With the recent happenings in the United States, the dangers of the privately owned Internet is more apparent than ever, and frankly, it's scary. And so I'd like to make a simple request to anyone who is reading this; Please use the Fediverse, just a little more.

I personally hate it when I'm stuck having to visit say, YouTube or Reddit to get information, or to entertain myself in quiet moments, and if you're reading this, the likely chance is you're the same.

All I want to ask of you is to just comment a few more times, press send on that post that you felt wasn't of enough substance to be worth anyone's time. We have such a small community compared to everywhere else, but what we do have in common is that, in the grand scheme of things, we are the early adopters. And if we take that to heart and make this space a little bigger, maybe it will be just big enough we won't have to visit walled gardens so often.

Thank you :)

255 comments
  • Recently I've been thinking about what the internet was like in the 90s. Back when there was no social media. Maybe we should all return to forums and BBSs.

    • This and the level of free speech that came with it is really needed right now. I don't mean free speech in a go tell someone you disagree with to fuck their aunt type of way. I mean having real deep hard conversations about organizing and enabling movements. It feels like the Internet is scared of that because of monetization and content policies that have chopped the balls off of any form of organization or resistance. Like there's so much shit I wish I could say but some mod policy kills it with a pinned post at the top of the comment section before I can even begin typing out my thoughts.
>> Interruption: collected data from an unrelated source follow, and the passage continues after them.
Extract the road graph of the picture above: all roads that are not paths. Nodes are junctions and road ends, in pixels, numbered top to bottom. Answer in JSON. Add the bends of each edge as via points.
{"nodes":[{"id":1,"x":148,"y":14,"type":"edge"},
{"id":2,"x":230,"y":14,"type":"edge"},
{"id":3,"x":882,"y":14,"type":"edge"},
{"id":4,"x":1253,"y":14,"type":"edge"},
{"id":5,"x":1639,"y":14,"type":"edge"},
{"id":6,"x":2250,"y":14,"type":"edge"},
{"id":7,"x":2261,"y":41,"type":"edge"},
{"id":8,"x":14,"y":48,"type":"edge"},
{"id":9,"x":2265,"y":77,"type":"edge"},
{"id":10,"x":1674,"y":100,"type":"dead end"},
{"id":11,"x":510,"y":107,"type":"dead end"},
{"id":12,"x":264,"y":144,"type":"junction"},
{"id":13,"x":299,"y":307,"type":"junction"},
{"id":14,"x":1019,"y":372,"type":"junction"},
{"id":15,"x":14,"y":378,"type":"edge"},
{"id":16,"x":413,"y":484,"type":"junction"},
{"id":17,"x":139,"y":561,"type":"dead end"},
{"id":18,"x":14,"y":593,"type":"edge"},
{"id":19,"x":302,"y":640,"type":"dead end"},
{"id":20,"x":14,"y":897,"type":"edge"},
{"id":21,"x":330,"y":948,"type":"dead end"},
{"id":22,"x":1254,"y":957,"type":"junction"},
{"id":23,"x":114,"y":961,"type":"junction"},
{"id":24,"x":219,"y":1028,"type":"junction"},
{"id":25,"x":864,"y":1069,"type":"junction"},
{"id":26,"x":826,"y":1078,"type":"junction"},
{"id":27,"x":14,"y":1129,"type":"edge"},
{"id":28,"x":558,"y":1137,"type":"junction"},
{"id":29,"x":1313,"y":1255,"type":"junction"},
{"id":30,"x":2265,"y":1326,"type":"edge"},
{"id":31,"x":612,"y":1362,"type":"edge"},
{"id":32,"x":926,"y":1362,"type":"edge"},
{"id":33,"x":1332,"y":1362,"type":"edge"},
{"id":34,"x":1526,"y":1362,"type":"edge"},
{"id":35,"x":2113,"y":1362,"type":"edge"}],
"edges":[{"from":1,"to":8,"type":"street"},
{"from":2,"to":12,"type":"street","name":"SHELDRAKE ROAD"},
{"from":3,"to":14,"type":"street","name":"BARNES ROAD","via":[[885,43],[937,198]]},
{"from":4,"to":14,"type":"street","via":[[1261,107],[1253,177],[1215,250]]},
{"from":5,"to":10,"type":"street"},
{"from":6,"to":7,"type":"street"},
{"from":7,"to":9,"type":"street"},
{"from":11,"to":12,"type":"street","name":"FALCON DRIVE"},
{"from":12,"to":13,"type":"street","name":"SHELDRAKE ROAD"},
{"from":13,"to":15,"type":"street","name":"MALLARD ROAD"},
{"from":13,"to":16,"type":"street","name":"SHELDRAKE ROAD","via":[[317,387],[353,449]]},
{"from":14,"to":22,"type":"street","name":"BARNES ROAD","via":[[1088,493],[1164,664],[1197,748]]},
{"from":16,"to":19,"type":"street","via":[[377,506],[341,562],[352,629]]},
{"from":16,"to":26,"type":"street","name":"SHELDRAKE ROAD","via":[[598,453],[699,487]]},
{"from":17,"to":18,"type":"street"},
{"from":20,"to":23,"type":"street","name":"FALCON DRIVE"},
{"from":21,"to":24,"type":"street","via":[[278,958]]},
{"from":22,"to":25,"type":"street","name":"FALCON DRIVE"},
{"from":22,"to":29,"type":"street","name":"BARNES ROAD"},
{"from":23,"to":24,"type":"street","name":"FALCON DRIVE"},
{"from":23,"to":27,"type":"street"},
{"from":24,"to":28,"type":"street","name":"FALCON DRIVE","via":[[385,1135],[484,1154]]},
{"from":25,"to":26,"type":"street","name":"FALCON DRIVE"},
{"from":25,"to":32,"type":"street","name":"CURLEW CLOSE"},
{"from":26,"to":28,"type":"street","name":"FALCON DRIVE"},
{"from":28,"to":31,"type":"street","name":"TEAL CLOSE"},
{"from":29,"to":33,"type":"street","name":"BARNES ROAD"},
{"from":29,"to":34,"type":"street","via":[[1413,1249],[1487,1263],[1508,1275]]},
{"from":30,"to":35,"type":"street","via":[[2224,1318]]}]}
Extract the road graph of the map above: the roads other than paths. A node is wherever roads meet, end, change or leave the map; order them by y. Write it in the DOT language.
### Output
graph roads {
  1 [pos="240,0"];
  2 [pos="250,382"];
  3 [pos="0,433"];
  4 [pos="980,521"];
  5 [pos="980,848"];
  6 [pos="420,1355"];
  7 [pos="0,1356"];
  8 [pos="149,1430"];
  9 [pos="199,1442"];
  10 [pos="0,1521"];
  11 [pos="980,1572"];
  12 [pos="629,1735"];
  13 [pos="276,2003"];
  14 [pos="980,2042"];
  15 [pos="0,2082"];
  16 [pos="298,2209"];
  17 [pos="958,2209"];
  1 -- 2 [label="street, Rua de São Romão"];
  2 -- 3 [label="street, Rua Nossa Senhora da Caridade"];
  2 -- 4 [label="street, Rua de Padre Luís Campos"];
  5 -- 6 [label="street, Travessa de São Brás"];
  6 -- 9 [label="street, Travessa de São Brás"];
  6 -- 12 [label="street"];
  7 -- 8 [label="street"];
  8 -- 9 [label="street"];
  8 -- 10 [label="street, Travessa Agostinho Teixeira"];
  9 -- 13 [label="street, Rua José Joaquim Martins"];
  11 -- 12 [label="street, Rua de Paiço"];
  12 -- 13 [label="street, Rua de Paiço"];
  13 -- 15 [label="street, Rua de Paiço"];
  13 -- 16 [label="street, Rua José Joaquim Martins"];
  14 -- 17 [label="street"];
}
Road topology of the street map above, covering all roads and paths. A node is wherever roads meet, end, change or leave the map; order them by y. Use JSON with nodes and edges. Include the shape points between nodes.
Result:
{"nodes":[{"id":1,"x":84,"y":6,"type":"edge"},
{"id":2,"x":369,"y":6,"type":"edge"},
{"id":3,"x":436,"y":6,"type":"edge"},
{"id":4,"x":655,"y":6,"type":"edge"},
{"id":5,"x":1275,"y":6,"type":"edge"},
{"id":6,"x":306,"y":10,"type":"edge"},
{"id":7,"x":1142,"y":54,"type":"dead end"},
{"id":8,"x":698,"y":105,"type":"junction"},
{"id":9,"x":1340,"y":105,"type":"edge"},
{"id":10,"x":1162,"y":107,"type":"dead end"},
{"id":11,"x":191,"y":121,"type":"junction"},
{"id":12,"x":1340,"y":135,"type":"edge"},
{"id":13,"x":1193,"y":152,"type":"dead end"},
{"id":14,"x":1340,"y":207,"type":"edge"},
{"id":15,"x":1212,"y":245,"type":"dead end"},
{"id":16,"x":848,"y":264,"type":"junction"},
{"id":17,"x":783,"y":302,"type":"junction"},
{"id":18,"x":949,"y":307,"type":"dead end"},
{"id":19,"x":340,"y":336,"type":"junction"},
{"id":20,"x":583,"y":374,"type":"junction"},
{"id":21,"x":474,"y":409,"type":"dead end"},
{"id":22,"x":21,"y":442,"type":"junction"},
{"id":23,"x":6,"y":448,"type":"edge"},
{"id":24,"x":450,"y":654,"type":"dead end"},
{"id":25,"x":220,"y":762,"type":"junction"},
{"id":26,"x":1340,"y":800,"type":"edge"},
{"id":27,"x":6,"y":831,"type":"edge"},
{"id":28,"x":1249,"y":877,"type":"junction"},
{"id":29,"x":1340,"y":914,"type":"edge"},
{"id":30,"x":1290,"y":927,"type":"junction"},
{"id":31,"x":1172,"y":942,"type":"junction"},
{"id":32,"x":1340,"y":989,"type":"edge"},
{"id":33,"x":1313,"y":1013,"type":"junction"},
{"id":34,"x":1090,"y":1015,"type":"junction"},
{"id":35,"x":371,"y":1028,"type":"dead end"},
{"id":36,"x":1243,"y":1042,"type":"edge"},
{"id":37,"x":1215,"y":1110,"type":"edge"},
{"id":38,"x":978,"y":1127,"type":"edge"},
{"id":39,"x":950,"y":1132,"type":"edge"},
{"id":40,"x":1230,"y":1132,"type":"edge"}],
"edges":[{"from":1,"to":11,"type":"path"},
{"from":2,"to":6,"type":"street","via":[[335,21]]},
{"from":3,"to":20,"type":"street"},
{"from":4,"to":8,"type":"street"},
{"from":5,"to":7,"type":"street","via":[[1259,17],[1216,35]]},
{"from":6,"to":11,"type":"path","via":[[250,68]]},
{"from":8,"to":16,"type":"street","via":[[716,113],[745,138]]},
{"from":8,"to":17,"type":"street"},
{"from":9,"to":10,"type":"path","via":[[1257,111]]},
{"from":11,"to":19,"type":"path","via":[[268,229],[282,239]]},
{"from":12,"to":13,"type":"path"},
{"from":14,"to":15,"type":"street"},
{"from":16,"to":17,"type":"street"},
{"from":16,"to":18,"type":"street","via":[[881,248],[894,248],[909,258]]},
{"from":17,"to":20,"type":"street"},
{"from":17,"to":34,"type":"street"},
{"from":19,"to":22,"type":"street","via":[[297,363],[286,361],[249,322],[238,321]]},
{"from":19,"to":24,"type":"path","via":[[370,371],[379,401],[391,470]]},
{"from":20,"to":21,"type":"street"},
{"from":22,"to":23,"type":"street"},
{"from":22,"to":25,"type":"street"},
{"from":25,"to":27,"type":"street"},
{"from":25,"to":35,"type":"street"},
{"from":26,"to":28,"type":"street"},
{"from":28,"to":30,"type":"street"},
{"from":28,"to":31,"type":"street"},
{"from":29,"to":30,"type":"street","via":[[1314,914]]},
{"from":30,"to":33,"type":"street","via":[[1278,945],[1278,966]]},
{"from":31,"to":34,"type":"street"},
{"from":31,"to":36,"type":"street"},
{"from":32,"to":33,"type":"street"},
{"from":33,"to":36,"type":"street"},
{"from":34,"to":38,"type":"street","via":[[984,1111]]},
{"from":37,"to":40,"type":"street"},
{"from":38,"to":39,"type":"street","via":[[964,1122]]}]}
  • The first step is to overcome the dependence of the common forum places, being able to renounce to them, remove your profile and learn to enjoy your life without them… only then you can happily drift into a less crowded and active community for ocasional wonders and quality instead of the saturation of engagement that “that” centralised social media offers, the peer pressure to be part of the main stream…

    • you're right, but these forums also crowdsource information which can be sorely needed, such as debugging help and problem resolution. unless we provide an alternate hub for this, we aren't likely to see the dominance of these common forums cease.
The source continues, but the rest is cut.